Старший сын, Николай, шел на два класса впереди меня. И о нем пойдет речь особо. Со вторым, Сергеем, мы учились в одном классе. После мутации голоса он стал обладателем сильного баса и после окончания четырех классов семинарии превратился сначала в хориста, а затем в солиста оперы. За ним следовала сестренка, которая быстро выросла в красивую девушку с прекрасным меццо-сопрано и легко справлялась с ариями Кармен. Младший брат на глазах вырастал в неплохого пианиста, под аккомпанемент которого бас и меццо-сопрано исполняли с молодым задором и искусством отдельные отрывки из русских опер на сценах Пушкинского дома и рабочих клубов. Это были уже времена военного коммунизма. За свои выступления они получали в пайке несколько селедок, сахар и немного муки. А эти продукты тогда ценились на вес золота.
Но главным вдохновителем всего этого семейного коллектива был Николай, пианист крупного плана. Он оканчивал последний класс музыкального училища Карклина по классу известного пианиста-педагога Якобсона. Я вспоминаю два-три отчетных концерта этого училища. Проходили они в большом, с прекрасной акустикой актовом зале реального училища. Эти концерты привлекали всегда много публики. Все пианисты школы Якобсона отличались высокой техникой и крепким рахманиновским стилем игры, которому я завидовал и пытался подражать. Но то, что случилось на одном из таких концертов с Николаем Троицким, запомнилось на всю жизнь.

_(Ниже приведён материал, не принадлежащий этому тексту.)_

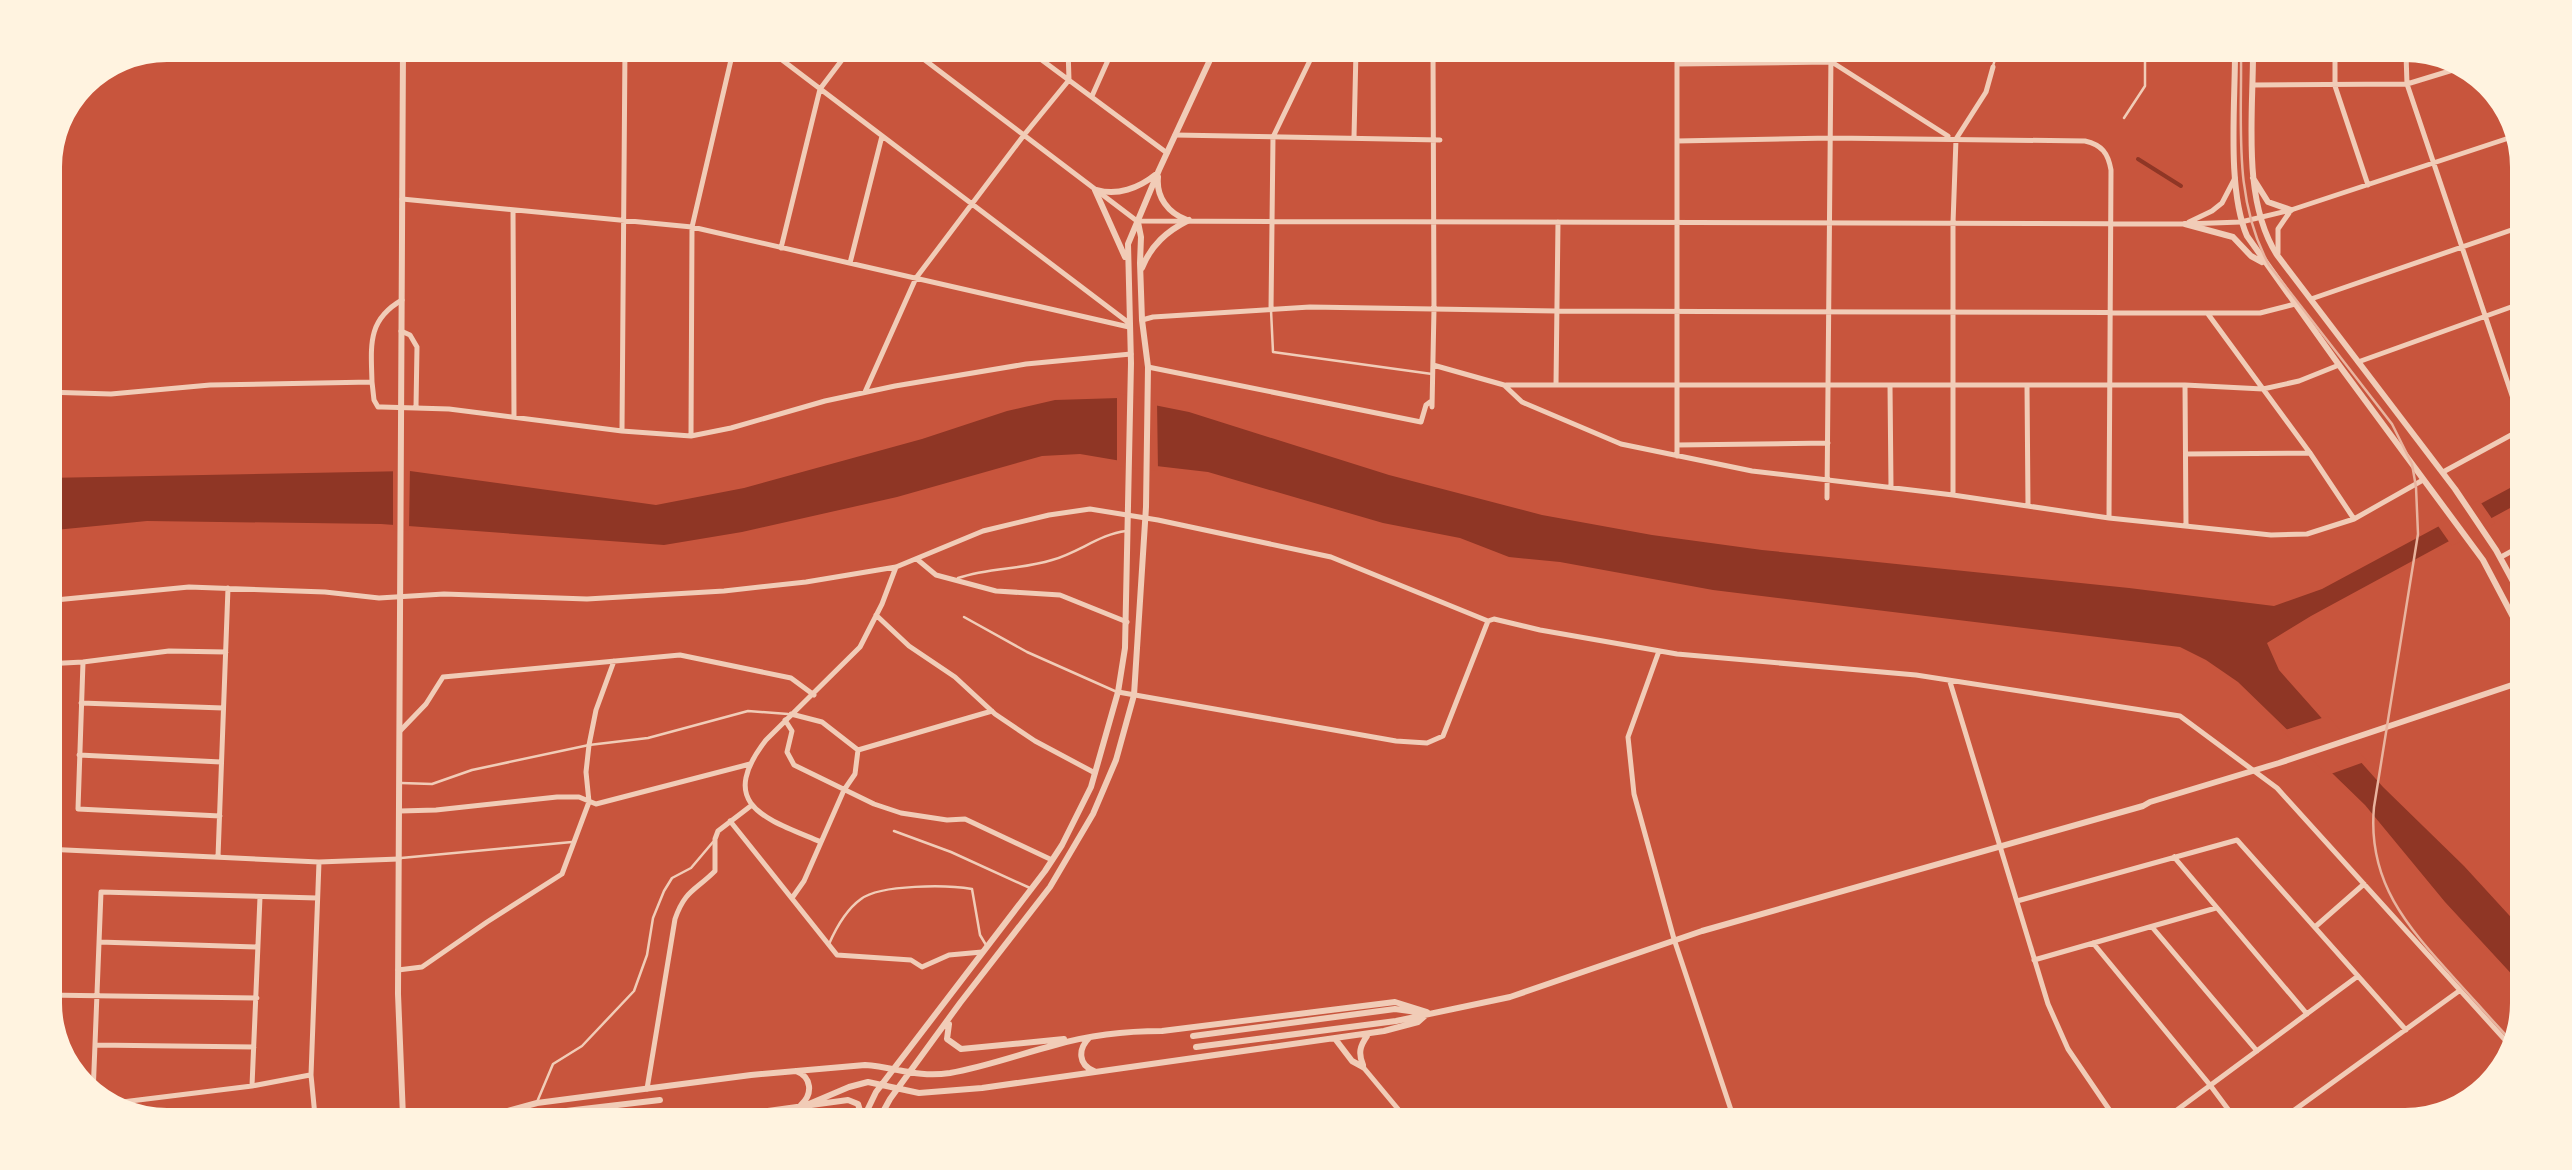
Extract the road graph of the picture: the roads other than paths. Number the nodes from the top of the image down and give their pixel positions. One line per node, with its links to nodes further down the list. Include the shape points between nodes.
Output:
1 (403, 63): 50 (street)
2 (624, 63): 55 (street)
3 (730, 63): 67 (street)
4 (786, 63): 30 (street)
5 (840, 63): 30 (street)
6 (929, 63): 33 (street)
7 (1046, 63): 26 (street)
8 (1068, 63): 26 (street)
9 (1107, 63): 31 (street)
10 (1208, 63): 34 (street)
11 (1308, 63): 36 (street)
12 (1356, 63): 37 (street)
13 (1433, 63): 41 (street)
14 (1754, 63): 23 (street)
15 (1831, 63): 38 (street)
16 (1833, 63): 40 (street)
17 (1994, 63): 24 (lane)
18 (2144, 63): 32 (lane, via 2145,86)
19 (2234, 63): 46 (street)
20 (2252, 63): 27 (street)
21 (2336, 63): 29 (street)
22 (2406, 63): 28 (street)
23 (1677, 64): 42 (street)
24 (1993, 67): 40 (street, via 1986,92)
25 (2448, 72): 28 (street)
26 (1068, 80): 31 (street); 33 (street)
27 (2252, 84): 29 (street); 47 (street)
28 (2407, 84): 29 (street); 44 (street)
29 (2335, 86): 48 (street)
30 (820, 89): 35 (street); 70 (street)
31 (1092, 97): 43 (street)
32 (2124, 118)
33 (1024, 135): 49 (street); 51 (street)
34 (1175, 135): 36 (street); 43 (street)
35 (882, 136): 51 (street); 72 (street)
36 (1273, 137): 37 (street); 57 (street)
37 (1354, 138): 41 (street)
38 (1830, 138): 40 (street); 42 (street); 63 (street)
39 (2505, 138): 44 (street)
40 (1956, 139): 64 (street); 65 (street, via 2085,141 2101,147 2111,170)
41 (1436, 140): 59 (street)
42 (1676, 141): 61 (street)
43 (1166, 153): 45 (street)
44 (2434, 163): 48 (street); 69 (street)
45 (1159, 170): 49 (street, via 1121,191); 56 (street, via 1160,197); 58 (street)
46 (2235, 178): 62 (street); 66 (street, via 2222,203)
47 (2253, 178): 53 (street, via 2268,202); 54 (street)
48 (2368, 185): 53 (street)
49 (1095, 190): 58 (street); 74 (street)
50 (402, 199): 52 (street); 77 (street)
51 (972, 204): 76 (street); 91 (street)
52 (513, 209): 55 (street); 114 (street)
53 (2291, 210): 54 (street); 71 (street, via 2278,228)
54 (2260, 218): 62 (street); 71 (street)
55 (622, 219): 67 (street); 115 (street)
56 (1188, 220): 57 (street); 58 (street); 75 (street, via 1152,248)
57 (1272, 220): 59 (street); 82 (street)
58 (1137, 221): 74 (street); 75 (street)
59 (1433, 221): 60 (street); 81 (street)
60 (1558, 222): 61 (street); 86 (street)
61 (1676, 222): 63 (street); 83 (street)
62 (2241, 222): 66 (street); 73 (street)
63 (1830, 223): 64 (street); 84 (street)
64 (1953, 223): 65 (street); 85 (street)
65 (2111, 224): 66 (street); 87 (street)
66 (2185, 224): 73 (street, via 2232,238)
67 (692, 227): 70 (street); 116 (street)
68 (2509, 232): 69 (street)
69 (2462, 247): 78 (street); 89 (street)
70 (782, 248): 72 (street)
71 (2278, 255): 78 (street)
72 (850, 263): 76 (street)
73 (2265, 264): 79 (street)
74 (1128, 269): 91 (street)
75 (1141, 269): 90 (street)
76 (916, 278): 91 (street); 111 (street)
77 (402, 300): 92 (street); 99 (street, via 378,320)
78 (2311, 300): 94 (street)
79 (2295, 304): 88 (street, via 2260,314); 95 (street)
80 (2509, 308): 89 (street)
81 (1434, 309): 82 (street); 86 (street); 96 (street)
82 (1271, 310): 90 (street); 98 (lane, via 1273,352)
83 (1676, 310): 84 (street); 86 (street); 102 (street)
84 (1829, 311): 85 (street); 103 (street)
85 (1953, 311): 87 (street); 105 (street)
86 (1556, 312): 101 (street)
87 (2111, 312): 88 (street); 107 (street)
88 (2207, 313): 110 (street)
89 (2485, 316): 94 (street); 109 (street)
90 (1142, 320): 97 (street)
91 (1129, 325): 93 (street)
92 (401, 331): 113 (street, via 417,347); 143 (street)
93 (1131, 359): 111 (street, via 1026,364); 130 (street)
94 (2358, 362): 123 (street)
95 (2339, 365): 110 (street); 124 (street)
96 (1433, 366): 98 (street); 100 (street)
97 (1148, 367): 98 (street, via 1420,422 1432,403); 131 (street)
98 (1433, 374)
99 (372, 382): 112 (street); 113 (street, via 378,406)
100 (1504, 385): 101 (street); 122 (street, via 1522,402 1620,444)
101 (1556, 385): 102 (street)
102 (1676, 385): 103 (street); 118 (street)
103 (1829, 385): 104 (street); 119 (street)
104 (1890, 385): 105 (street); 126 (street)
105 (1953, 385): 106 (street); 127 (street)
106 (2027, 385): 107 (street); 129 (street)
107 (2110, 385): 108 (street); 132 (street)
108 (2185, 385): 110 (street); 120 (street)
109 (2509, 388)
110 (2263, 389): 121 (street)
111 (865, 392): 116 (street)
112 (63, 393)
113 (416, 407): 114 (street)
114 (514, 417): 115 (street)
115 (622, 431): 116 (street)
116 (692, 436)
117 (2509, 436): 123 (street)
118 (1677, 444): 119 (street); 122 (street)
119 (1828, 444): 125 (street)
120 (2186, 454): 121 (street); 134 (street)
121 (2310, 454): 133 (street)
122 (1677, 456): 125 (street)
123 (2442, 473): 137 (street)
124 (2423, 480): 133 (street); 145 (street, via 2483,560)
125 (1828, 482): 126 (street); 128 (street)
126 (1891, 488): 127 (street)
127 (1952, 495): 129 (street)
128 (1827, 498)
129 (2028, 506): 132 (street)
130 (1129, 511): 131 (street); 135 (street); 138 (street, via 1050,515 983,531)
131 (1145, 518): 148 (street, via 1330,557); 159 (street)
132 (2109, 518): 134 (street)
133 (2354, 519): 134 (street, via 2307,534)
134 (2186, 526)
135 (1128, 530): 141 (lane, via 1051,561); 149 (street)
136 (2509, 550): 137 (street)
137 (2499, 554): 140 (street)
138 (918, 560): 139 (street); 141 (street)
139 (896, 568): 143 (street, via 708,592 586,599); 146 (street)
140 (2509, 574)
141 (954, 579): 149 (street, via 996,592 1060,594)
142 (228, 588): 143 (street); 144 (street); 151 (street)
143 (401, 597): 165 (street)
144 (63, 599)
145 (2510, 610)
146 (876, 615): 158 (street, via 860,647); 162 (street)
147 (964, 617): 157 (lane)
148 (1488, 621): 150 (street); 159 (street, via 1443,736 1427,743)
149 (1127, 622): 157 (street)
150 (1659, 651): 155 (street); 200 (street, via 1628,736 1634,794)
151 (226, 652): 153 (street); 161 (street)
152 (614, 661): 158 (street, via 680,655 791,678); 165 (street, via 444,677); 166 (street)
153 (83, 662): 154 (street); 160 (street)
154 (63, 663)
155 (1950, 682): 171 (street, via 2180,716); 184 (street)
156 (2510, 686): 171 (street)
157 (1118, 692): 159 (street); 172 (street)
158 (814, 694): 163 (street)
159 (1134, 694): 213 (street, via 1116,760 1074,849)
160 (82, 703): 161 (street); 168 (street)
161 (224, 708): 169 (street)
162 (992, 711): 167 (street); 172 (street)
163 (791, 714): 164 (street); 166 (lane, via 748,710 648,738); 167 (street, via 822,722)
164 (785, 720): 170 (street); 174 (street, via 794,765)
165 (400, 731): 173 (street)
166 (589, 745): 173 (lane, via 432,784); 175 (street)
167 (858, 750): 174 (street, via 856,774)
168 (80, 755): 169 (street); 178 (street, via 78,809)
169 (222, 762): 178 (street)
170 (750, 764): 175 (street); 176 (street, via 744,779)
171 (2254, 770): 184 (street); 191 (street)
172 (1094, 774): 189 (street)
173 (400, 783): 177 (street)
174 (844, 790): 183 (street); 189 (street, via 900,813 964,819)
175 (589, 802): 177 (street, via 557,797); 182 (street)
176 (752, 805): 179 (street); 183 (street, via 764,818)
177 (400, 810): 188 (street)
178 (220, 816): 186 (street)
179 (730, 821): 181 (street); 195 (street)
180 (894, 831): 192 (lane)
181 (714, 839): 236 (street, via 715,871 683,897 674,919); 240 (lane, via 664,891 634,991 582,1046 554,1064)
182 (576, 841): 188 (lane); 207 (street, via 562,874 549,884 422,967)
183 (822, 842): 195 (street)
184 (2000, 847): 196 (street); 200 (street)
185 (63, 850): 186 (street)
186 (218, 857): 190 (street)
187 (2174, 857): 196 (street); 197 (street); 199 (street, via 2237,840)
188 (399, 858): 190 (street); 207 (street)
189 (1052, 860): 192 (street)
190 (319, 862): 194 (street)
191 (2364, 884): 199 (street); 209 (street)
192 (1031, 889): 205 (street)
193 (260, 897): 194 (street); 201 (street, via 102,892); 204 (street)
194 (317, 898): 231 (street)
195 (792, 898): 203 (street)
196 (2017, 901): 206 (street)
197 (2216, 908): 198 (street); 215 (street)
198 (2152, 926): 202 (street); 225 (street)
199 (2315, 927): 208 (street)
200 (1674, 940): 214 (street, via 1510,998); 251 (street)
201 (99, 942): 204 (street); 211 (street)
202 (2093, 943): 206 (street); 235 (street)
203 (829, 944): 205 (street, via 837,954 912,960 922,967); 205 (lane, via 863,897 922,886 972,889)
204 (258, 948): 212 (street)
205 (985, 949): 228 (street)
206 (2034, 960): 252 (street, via 2060,1033)
207 (398, 970): 243 (street)
208 (2358, 976): 215 (street); 216 (street)
209 (2460, 991): 216 (street); 220 (street)
210 (63, 995): 211 (street)
211 (97, 996): 212 (street); 222 (street)
212 (257, 998): 224 (street)
213 (960, 1003): 218 (street, via 946,1037 960,1049); 230 (street)
214 (1428, 1013): 217 (street, via 1418,1022); 218 (street, via 1395,1002); 219 (street, via 1395,1009); 223 (street)
215 (2307, 1014): 225 (street)
216 (2406, 1030): 255 (street)
217 (1368, 1034): 221 (street); 226 (street, via 1359,1056)
218 (1095, 1036): 229 (street, via 1085,1042 1081,1058); 230 (street, via 961,1071)
219 (1194, 1036)
220 (2503, 1038)
221 (1335, 1039): 226 (street); 229 (street)
222 (95, 1045): 224 (street); 232 (street)
223 (1196, 1046)
224 (254, 1047): 234 (street)
225 (2257, 1051): 235 (street)
226 (1363, 1066): 250 (street)
227 (791, 1070): 228 (street); 236 (street); 246 (street, via 809,1084 806,1101)
228 (893, 1070): 230 (street); 233 (street)
229 (1099, 1072): 237 (street, via 940,1092)
230 (909, 1074): 237 (street)
231 (312, 1075): 234 (street); 242 (street)
232 (94, 1078)
233 (882, 1084): 237 (street); 241 (street, via 858,1084); 248 (street)
234 (252, 1086): 239 (street)
235 (2210, 1086): 253 (street); 254 (street)
236 (647, 1089): 240 (street)
237 (898, 1089): 249 (street)
238 (660, 1100): 245 (street)
239 (131, 1101)
240 (537, 1103): 244 (street)
241 (810, 1104): 246 (street); 247 (street, via 852,1101)
242 (314, 1108)
243 (403, 1108)
244 (518, 1108)
245 (592, 1108)
246 (796, 1108)
247 (861, 1108)
248 (868, 1108)
249 (886, 1108)
250 (1397, 1108)
251 (1730, 1108)
252 (2108, 1108)
253 (2180, 1108)
254 (2227, 1108)
255 (2298, 1108)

Девятнадцатилетний, стройный, с тонкими чертами, напоминающими одухотворенное лицо Моцарта, с огромными кистями рук и тонкими пальцами, легко справлявшимися с децимами и любыми техническими трудностями, с тонким абсолютным слухом, он как бы был рожден пианистом. Якобсон гордился своим учеником и выпустил Николая на этот зачетный концерт со знаменитой шестой венгерской рапсодией Листа. Первая часть сразу же захватила публику своим мощным рахманиновским звучанием и чистыми листовскими пассажами. Вторая часть, с игривой народной мелодией, была дана в таком непринужденном легком стиле, что всех умилила. Сплошные децимы левой руки были пройдены без какого-либо намека на трудности. Далее звучит скорбная, трагическая мелодия анданте с таким несгибаемым полным звуком, что она до сих пор звучит в моих ушах как символ тяжелого человеческого раздумья. А далее, через сетку кристально чистых пассажей, – переход к последней танцевальной части, все убыстряющейся в темпе, переходящей к концу в бешеное престо с неимоверным листовским звучанием в апофеозе.
Последний аккорд… Публика не может очнуться от этого моря звуков… Взрыв аплодисментов, крики «браво!»… Молодежь вскакивает с мест и бежит к эстраде… Николай стоит, полный радости от своего успеха, веры в свои силы, а я топчусь в толпе у эстрады со спазмом в горле: все не могу очнуться от слышанного, от наглядного признания великого таланта, от какого-то чувства собственной неполноценности – я, при моих руках, никогда так играть не буду! На этом концерте и был впервые поставлен для меня вопрос о выборе специальности. Это было, помнится, зимой 1915–1916 гг.
А следующим летом, в жаркий солнечный день, ко мне в Большую Каменку заехал Николай Троицкий по пути куда-то. Он, как и многие другие учащиеся, работал по переписи. Он давно уже не касался клавиш, долго сидел за пианино и импровизировал что-то, то нежно лирическое, то бурное, несущееся куда-то вдаль, а под конец разыграл комическую сценку пьяного дьячка, поющего какую-то бессмыслицу на клиросе. Я сидел, завороженный его талантом поэта-музыканта. В полночь небольшой молодежной компанией мы провожали Николая на квартиру, откуда он рано утром должен был ехать далее по работе.